PROMPT:
Write out the data below in full, unchanged, minus the images.

Saved data entries:
========================================================================

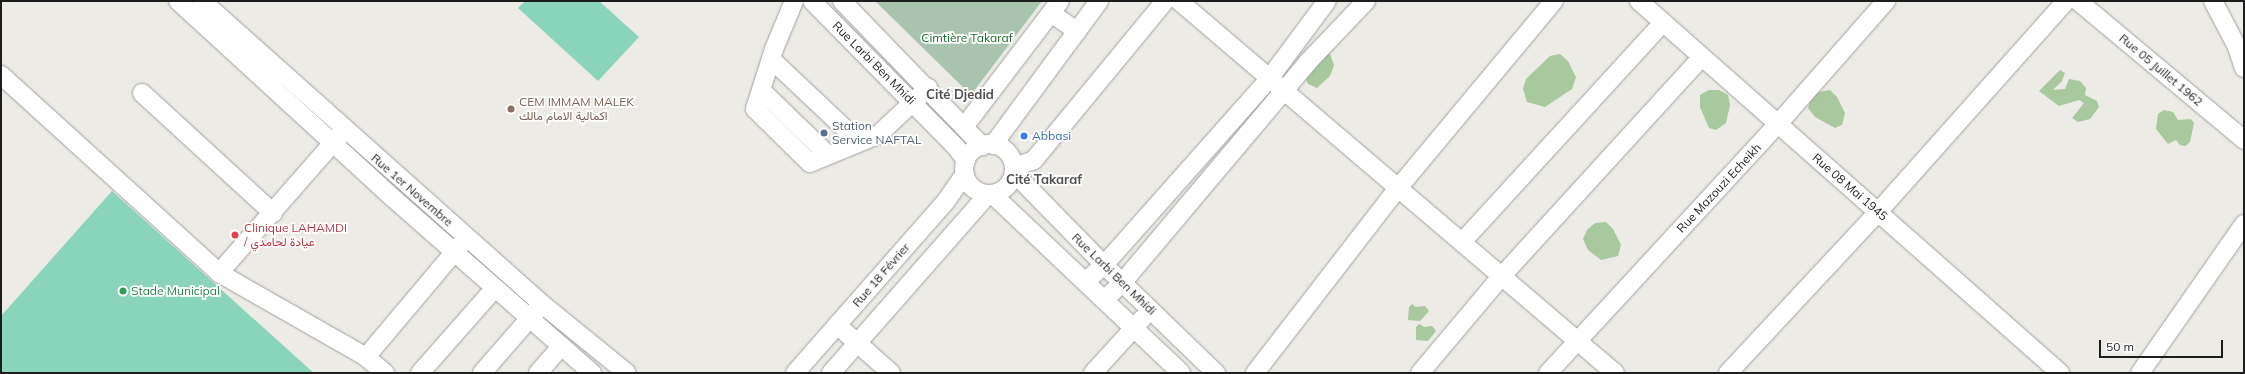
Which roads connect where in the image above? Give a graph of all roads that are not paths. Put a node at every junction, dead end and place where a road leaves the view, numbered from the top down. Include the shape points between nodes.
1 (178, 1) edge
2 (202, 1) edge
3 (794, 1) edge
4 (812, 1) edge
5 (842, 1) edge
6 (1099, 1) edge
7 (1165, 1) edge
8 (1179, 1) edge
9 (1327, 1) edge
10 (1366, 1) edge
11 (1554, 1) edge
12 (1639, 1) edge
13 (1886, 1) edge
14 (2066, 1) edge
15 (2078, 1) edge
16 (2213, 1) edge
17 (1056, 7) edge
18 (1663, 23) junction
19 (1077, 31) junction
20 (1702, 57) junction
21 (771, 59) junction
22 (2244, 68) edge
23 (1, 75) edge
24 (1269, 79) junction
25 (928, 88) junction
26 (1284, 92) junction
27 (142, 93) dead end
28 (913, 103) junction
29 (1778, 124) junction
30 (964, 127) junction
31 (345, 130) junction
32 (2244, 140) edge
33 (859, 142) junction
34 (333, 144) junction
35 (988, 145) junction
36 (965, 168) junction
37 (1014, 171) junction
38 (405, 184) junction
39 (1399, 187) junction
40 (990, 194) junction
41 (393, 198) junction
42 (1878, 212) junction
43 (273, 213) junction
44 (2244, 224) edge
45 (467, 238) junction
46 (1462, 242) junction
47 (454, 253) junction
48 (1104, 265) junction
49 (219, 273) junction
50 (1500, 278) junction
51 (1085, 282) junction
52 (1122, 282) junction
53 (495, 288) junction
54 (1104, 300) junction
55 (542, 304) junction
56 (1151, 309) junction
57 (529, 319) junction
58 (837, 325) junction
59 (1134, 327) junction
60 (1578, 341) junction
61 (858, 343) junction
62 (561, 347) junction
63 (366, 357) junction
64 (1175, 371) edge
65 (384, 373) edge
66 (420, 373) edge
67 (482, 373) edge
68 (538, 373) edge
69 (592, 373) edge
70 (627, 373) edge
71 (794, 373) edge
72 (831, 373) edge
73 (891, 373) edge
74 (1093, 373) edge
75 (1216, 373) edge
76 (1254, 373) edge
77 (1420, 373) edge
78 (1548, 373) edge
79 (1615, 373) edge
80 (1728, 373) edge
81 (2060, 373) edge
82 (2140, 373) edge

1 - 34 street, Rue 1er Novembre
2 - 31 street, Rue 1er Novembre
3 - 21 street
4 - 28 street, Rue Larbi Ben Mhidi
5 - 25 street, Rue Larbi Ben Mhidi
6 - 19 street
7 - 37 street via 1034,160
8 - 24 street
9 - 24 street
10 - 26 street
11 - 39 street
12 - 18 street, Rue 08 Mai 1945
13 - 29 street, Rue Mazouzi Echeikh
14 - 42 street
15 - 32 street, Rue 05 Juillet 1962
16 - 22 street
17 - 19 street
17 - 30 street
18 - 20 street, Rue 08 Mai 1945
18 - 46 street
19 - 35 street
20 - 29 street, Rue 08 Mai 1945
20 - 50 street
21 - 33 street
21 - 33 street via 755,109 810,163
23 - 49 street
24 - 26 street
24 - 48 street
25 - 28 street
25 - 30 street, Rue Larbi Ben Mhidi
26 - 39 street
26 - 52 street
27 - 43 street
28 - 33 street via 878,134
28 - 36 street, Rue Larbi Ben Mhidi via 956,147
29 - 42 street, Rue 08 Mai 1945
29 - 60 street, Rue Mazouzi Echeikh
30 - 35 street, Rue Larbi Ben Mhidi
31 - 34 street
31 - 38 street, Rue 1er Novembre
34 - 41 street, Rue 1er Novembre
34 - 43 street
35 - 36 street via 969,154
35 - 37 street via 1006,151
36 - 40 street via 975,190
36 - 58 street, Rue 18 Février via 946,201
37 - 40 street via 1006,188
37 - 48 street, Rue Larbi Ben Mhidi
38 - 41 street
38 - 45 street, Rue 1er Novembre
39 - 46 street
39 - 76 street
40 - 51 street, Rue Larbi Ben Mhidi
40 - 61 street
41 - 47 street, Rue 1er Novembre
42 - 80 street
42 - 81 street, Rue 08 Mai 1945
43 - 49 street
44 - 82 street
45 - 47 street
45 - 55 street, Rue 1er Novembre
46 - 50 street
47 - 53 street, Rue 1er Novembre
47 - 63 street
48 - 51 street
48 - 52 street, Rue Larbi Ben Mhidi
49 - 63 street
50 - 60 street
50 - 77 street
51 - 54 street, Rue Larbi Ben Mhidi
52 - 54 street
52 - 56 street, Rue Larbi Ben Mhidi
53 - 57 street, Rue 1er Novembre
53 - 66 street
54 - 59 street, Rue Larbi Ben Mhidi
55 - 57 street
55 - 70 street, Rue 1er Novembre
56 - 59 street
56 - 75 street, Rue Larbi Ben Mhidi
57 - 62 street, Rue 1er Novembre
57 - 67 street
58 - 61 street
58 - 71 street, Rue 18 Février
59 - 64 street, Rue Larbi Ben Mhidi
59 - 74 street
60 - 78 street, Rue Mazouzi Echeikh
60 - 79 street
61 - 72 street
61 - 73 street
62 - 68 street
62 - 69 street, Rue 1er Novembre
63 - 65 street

========================================================================

RESULT:
Which roads connect where in the image above? Give a graph of all roads that are not paths. Put a node at every junction, dead end and place where a road leaves the view, numbered from the top down. Include the shape points between nodes.
1 (178, 1) edge
2 (202, 1) edge
3 (794, 1) edge
4 (812, 1) edge
5 (842, 1) edge
6 (1099, 1) edge
7 (1165, 1) edge
8 (1179, 1) edge
9 (1327, 1) edge
10 (1366, 1) edge
11 (1554, 1) edge
12 (1639, 1) edge
13 (1886, 1) edge
14 (2066, 1) edge
15 (2078, 1) edge
16 (2213, 1) edge
17 (1056, 7) edge
18 (1663, 23) junction
19 (1077, 31) junction
20 (1702, 57) junction
21 (771, 59) junction
22 (2244, 68) edge
23 (1, 75) edge
24 (1269, 79) junction
25 (928, 88) junction
26 (1284, 92) junction
27 (142, 93) dead end
28 (913, 103) junction
29 (1778, 124) junction
30 (964, 127) junction
31 (345, 130) junction
32 (2244, 140) edge
33 (859, 142) junction
34 (333, 144) junction
35 (988, 145) junction
36 (965, 168) junction
37 (1014, 171) junction
38 (405, 184) junction
39 (1399, 187) junction
40 (990, 194) junction
41 (393, 198) junction
42 (1878, 212) junction
43 (273, 213) junction
44 (2244, 224) edge
45 (467, 238) junction
46 (1462, 242) junction
47 (454, 253) junction
48 (1104, 265) junction
49 (219, 273) junction
50 (1500, 278) junction
51 (1085, 282) junction
52 (1122, 282) junction
53 (495, 288) junction
54 (1104, 300) junction
55 (542, 304) junction
56 (1151, 309) junction
57 (529, 319) junction
58 (837, 325) junction
59 (1134, 327) junction
60 (1578, 341) junction
61 (858, 343) junction
62 (561, 347) junction
63 (366, 357) junction
64 (1175, 371) edge
65 (384, 373) edge
66 (420, 373) edge
67 (482, 373) edge
68 (538, 373) edge
69 (592, 373) edge
70 (627, 373) edge
71 (794, 373) edge
72 (831, 373) edge
73 (891, 373) edge
74 (1093, 373) edge
75 (1216, 373) edge
76 (1254, 373) edge
77 (1420, 373) edge
78 (1548, 373) edge
79 (1615, 373) edge
80 (1728, 373) edge
81 (2060, 373) edge
82 (2140, 373) edge

1 - 34 street, Rue 1er Novembre
2 - 31 street, Rue 1er Novembre
3 - 21 street
4 - 28 street, Rue Larbi Ben Mhidi
5 - 25 street, Rue Larbi Ben Mhidi
6 - 19 street
7 - 37 street via 1034,160
8 - 24 street
9 - 24 street
10 - 26 street
11 - 39 street
12 - 18 street, Rue 08 Mai 1945
13 - 29 street, Rue Mazouzi Echeikh
14 - 42 street
15 - 32 street, Rue 05 Juillet 1962
16 - 22 street
17 - 19 street
17 - 30 street
18 - 20 street, Rue 08 Mai 1945
18 - 46 street
19 - 35 street
20 - 29 street, Rue 08 Mai 1945
20 - 50 street
21 - 33 street
21 - 33 street via 755,109 810,163
23 - 49 street
24 - 26 street
24 - 48 street
25 - 28 street
25 - 30 street, Rue Larbi Ben Mhidi
26 - 39 street
26 - 52 street
27 - 43 street
28 - 33 street via 878,134
28 - 36 street, Rue Larbi Ben Mhidi via 956,147
29 - 42 street, Rue 08 Mai 1945
29 - 60 street, Rue Mazouzi Echeikh
30 - 35 street, Rue Larbi Ben Mhidi
31 - 34 street
31 - 38 street, Rue 1er Novembre
34 - 41 street, Rue 1er Novembre
34 - 43 street
35 - 36 street via 969,154
35 - 37 street via 1006,151
36 - 40 street via 975,190
36 - 58 street, Rue 18 Février via 946,201
37 - 40 street via 1006,188
37 - 48 street, Rue Larbi Ben Mhidi
38 - 41 street
38 - 45 street, Rue 1er Novembre
39 - 46 street
39 - 76 street
40 - 51 street, Rue Larbi Ben Mhidi
40 - 61 street
41 - 47 street, Rue 1er Novembre
42 - 80 street
42 - 81 street, Rue 08 Mai 1945
43 - 49 street
44 - 82 street
45 - 47 street
45 - 55 street, Rue 1er Novembre
46 - 50 street
47 - 53 street, Rue 1er Novembre
47 - 63 street
48 - 51 street
48 - 52 street, Rue Larbi Ben Mhidi
49 - 63 street
50 - 60 street
50 - 77 street
51 - 54 street, Rue Larbi Ben Mhidi
52 - 54 street
52 - 56 street, Rue Larbi Ben Mhidi
53 - 57 street, Rue 1er Novembre
53 - 66 street
54 - 59 street, Rue Larbi Ben Mhidi
55 - 57 street
55 - 70 street, Rue 1er Novembre
56 - 59 street
56 - 75 street, Rue Larbi Ben Mhidi
57 - 62 street, Rue 1er Novembre
57 - 67 street
58 - 61 street
58 - 71 street, Rue 18 Février
59 - 64 street, Rue Larbi Ben Mhidi
59 - 74 street
60 - 78 street, Rue Mazouzi Echeikh
60 - 79 street
61 - 72 street
61 - 73 street
62 - 68 street
62 - 69 street, Rue 1er Novembre
63 - 65 street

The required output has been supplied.